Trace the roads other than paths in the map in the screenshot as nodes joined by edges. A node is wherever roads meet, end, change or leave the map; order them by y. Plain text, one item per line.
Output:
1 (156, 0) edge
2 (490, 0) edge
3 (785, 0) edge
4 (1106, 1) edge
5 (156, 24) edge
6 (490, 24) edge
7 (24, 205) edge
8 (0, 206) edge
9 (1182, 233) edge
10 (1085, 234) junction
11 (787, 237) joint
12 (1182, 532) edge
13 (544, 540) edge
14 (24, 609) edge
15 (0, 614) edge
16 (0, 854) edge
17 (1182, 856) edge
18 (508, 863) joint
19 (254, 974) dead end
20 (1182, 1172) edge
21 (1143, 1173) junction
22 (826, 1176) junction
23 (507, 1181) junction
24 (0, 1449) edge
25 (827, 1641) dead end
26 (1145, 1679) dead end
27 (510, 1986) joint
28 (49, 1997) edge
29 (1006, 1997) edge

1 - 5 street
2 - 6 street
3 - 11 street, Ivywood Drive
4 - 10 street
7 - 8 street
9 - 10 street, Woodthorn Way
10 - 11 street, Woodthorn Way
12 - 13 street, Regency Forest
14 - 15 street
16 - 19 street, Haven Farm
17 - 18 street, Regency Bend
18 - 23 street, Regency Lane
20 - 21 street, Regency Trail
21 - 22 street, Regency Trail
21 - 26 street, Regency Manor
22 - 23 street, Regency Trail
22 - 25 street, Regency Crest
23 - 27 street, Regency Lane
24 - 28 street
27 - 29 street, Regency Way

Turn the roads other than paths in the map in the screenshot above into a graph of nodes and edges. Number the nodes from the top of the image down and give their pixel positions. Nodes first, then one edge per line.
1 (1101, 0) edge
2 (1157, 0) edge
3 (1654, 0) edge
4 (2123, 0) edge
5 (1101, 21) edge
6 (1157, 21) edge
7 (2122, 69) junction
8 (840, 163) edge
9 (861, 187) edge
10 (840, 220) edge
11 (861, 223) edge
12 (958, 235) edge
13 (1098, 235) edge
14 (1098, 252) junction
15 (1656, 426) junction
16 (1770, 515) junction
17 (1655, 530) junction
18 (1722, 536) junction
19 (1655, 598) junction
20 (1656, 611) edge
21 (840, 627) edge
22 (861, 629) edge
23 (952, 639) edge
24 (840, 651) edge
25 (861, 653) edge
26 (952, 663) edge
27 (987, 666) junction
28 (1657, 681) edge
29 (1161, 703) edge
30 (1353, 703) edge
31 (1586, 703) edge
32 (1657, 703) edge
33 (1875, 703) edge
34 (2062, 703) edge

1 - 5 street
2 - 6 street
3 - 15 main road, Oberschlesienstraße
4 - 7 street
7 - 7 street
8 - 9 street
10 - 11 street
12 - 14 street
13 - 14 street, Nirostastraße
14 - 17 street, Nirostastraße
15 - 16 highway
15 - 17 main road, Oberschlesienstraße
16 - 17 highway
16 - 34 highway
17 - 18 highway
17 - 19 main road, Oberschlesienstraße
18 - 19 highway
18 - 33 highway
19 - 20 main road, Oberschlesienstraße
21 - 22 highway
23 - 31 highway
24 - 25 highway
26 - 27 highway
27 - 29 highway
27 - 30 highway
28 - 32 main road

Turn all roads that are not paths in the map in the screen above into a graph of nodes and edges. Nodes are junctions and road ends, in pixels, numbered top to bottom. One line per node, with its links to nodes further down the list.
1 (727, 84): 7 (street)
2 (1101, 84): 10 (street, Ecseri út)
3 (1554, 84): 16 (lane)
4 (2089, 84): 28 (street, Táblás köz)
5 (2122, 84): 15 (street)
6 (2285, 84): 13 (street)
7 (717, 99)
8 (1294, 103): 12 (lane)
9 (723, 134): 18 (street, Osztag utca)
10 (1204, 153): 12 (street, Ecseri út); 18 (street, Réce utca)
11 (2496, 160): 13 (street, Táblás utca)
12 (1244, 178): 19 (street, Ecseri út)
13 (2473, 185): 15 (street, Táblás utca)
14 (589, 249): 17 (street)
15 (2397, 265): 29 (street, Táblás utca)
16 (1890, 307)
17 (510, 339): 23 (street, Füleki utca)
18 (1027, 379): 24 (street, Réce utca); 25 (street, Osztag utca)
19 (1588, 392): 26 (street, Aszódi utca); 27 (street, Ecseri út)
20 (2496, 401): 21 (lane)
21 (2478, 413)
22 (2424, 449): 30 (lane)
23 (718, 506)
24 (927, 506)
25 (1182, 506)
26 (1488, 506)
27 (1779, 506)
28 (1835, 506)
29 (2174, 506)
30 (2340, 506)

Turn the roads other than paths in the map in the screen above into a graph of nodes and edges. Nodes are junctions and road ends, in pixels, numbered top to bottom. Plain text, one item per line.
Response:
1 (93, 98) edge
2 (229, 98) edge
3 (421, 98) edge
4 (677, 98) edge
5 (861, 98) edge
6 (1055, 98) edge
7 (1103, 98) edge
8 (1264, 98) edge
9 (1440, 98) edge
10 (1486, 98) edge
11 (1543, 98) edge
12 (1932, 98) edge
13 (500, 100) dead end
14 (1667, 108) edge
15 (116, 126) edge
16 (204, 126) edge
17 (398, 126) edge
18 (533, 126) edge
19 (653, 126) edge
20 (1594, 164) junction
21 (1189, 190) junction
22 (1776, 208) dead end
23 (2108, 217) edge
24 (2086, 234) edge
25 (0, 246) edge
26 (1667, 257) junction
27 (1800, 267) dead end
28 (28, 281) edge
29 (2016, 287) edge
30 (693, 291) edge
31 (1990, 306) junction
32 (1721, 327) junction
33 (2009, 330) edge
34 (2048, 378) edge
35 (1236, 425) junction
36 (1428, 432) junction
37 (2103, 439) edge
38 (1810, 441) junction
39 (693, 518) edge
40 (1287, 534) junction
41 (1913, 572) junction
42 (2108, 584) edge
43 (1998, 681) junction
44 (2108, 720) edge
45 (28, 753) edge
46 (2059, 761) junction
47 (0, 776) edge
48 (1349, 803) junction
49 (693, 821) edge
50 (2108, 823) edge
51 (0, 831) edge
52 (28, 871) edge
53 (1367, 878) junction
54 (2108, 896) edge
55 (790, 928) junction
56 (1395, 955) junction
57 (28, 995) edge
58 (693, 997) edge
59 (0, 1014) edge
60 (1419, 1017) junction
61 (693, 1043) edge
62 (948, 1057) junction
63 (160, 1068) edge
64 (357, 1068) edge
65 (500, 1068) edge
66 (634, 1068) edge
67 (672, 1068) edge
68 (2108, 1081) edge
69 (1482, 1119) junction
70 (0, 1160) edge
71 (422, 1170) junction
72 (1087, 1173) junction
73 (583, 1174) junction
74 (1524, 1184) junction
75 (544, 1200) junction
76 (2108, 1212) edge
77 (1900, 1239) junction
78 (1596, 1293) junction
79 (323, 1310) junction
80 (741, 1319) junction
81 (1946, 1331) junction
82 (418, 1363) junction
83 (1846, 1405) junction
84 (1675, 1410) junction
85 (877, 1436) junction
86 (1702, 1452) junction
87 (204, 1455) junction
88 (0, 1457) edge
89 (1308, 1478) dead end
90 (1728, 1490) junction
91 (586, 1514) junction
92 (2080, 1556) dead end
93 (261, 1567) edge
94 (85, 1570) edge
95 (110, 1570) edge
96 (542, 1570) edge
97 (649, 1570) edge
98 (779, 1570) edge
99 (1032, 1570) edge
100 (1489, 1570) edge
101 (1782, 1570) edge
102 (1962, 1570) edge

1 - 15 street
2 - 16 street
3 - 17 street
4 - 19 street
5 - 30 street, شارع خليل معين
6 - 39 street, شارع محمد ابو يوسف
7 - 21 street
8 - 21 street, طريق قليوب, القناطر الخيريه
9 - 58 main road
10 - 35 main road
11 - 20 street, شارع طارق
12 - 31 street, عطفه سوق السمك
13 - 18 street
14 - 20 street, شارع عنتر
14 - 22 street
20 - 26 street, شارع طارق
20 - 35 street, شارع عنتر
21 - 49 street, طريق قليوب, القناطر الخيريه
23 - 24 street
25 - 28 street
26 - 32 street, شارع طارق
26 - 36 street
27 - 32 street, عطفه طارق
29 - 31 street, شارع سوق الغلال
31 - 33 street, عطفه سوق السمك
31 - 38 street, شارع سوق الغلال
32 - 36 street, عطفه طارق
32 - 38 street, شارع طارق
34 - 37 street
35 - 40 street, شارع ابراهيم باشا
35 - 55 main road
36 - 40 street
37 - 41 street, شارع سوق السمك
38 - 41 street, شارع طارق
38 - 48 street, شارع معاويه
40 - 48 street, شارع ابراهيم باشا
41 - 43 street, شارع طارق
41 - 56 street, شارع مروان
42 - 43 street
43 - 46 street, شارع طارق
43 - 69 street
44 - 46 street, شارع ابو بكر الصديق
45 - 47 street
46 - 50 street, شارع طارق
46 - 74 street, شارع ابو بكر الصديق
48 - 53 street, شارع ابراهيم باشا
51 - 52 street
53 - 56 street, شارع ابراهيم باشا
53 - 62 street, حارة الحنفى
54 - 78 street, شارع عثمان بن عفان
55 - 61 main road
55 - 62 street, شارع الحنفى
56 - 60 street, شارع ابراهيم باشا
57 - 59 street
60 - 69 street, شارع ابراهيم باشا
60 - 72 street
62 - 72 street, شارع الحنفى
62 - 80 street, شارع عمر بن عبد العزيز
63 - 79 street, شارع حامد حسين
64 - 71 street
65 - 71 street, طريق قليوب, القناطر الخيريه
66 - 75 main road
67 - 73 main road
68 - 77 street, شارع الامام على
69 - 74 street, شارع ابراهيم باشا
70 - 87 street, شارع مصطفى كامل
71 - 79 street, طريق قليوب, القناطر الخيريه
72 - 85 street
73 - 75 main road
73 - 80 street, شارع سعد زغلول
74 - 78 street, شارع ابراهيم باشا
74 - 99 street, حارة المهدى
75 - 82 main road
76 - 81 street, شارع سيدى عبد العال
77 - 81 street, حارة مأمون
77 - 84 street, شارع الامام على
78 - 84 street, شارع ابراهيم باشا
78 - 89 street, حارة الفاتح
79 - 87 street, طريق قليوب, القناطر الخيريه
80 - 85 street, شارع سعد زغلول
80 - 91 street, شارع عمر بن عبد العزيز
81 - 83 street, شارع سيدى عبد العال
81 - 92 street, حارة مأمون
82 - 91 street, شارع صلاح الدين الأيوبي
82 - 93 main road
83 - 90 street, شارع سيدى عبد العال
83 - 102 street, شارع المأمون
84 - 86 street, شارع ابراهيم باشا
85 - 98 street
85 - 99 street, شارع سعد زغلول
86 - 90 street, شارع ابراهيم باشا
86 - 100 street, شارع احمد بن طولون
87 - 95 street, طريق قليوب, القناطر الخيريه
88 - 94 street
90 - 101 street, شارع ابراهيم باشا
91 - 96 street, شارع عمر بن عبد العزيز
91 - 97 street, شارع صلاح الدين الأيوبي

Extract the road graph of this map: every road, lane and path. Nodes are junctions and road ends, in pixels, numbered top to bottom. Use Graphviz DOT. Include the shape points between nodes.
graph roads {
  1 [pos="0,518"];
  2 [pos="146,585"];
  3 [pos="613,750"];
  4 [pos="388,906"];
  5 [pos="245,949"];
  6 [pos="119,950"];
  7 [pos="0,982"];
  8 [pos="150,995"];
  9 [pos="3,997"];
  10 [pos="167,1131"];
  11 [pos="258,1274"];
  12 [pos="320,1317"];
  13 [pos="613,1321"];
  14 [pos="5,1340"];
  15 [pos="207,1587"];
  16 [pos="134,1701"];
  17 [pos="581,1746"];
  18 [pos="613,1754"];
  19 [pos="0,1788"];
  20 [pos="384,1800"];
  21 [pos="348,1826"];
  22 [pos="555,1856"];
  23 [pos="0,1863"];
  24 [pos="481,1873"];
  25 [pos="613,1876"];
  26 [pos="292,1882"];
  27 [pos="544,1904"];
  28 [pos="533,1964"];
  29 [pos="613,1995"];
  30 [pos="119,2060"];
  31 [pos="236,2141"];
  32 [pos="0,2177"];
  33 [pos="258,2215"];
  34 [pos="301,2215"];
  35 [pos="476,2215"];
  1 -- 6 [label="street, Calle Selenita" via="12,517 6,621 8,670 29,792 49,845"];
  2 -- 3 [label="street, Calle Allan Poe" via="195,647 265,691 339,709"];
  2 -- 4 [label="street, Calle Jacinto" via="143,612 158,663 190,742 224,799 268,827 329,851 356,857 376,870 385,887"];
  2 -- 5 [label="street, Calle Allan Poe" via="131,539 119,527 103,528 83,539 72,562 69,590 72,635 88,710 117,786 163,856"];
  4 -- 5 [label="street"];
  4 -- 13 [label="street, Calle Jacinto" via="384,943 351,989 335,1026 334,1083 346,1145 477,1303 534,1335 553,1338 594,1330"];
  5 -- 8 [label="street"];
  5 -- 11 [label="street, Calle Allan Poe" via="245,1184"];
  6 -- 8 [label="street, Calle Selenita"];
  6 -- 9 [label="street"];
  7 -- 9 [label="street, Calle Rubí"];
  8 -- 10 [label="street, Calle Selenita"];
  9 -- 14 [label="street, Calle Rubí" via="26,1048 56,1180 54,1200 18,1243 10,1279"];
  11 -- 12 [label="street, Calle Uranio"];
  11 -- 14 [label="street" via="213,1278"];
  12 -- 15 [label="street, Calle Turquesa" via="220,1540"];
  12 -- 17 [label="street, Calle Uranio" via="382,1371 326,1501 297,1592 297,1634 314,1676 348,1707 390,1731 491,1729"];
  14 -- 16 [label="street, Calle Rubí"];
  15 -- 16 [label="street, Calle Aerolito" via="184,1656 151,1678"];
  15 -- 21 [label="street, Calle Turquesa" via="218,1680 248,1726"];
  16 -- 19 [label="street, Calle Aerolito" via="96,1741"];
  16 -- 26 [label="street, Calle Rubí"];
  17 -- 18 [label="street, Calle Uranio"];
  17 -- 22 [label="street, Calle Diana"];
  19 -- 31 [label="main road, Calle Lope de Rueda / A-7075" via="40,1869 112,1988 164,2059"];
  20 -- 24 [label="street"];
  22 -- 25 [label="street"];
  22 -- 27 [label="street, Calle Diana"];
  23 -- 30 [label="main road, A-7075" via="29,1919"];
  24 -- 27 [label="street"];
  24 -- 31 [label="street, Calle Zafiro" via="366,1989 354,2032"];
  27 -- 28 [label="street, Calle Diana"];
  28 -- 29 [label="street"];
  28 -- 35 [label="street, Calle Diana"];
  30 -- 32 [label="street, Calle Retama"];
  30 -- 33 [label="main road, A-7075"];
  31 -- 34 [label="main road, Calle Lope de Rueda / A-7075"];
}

********************

- How to complete this task:
For each line in the data that contains the string "العال", give a copy of that line.

- Result:
76 - 81 street, شارع سيدى عبد العال
81 - 83 street, شارع سيدى عبد العال
83 - 90 street, شارع سيدى عبد العال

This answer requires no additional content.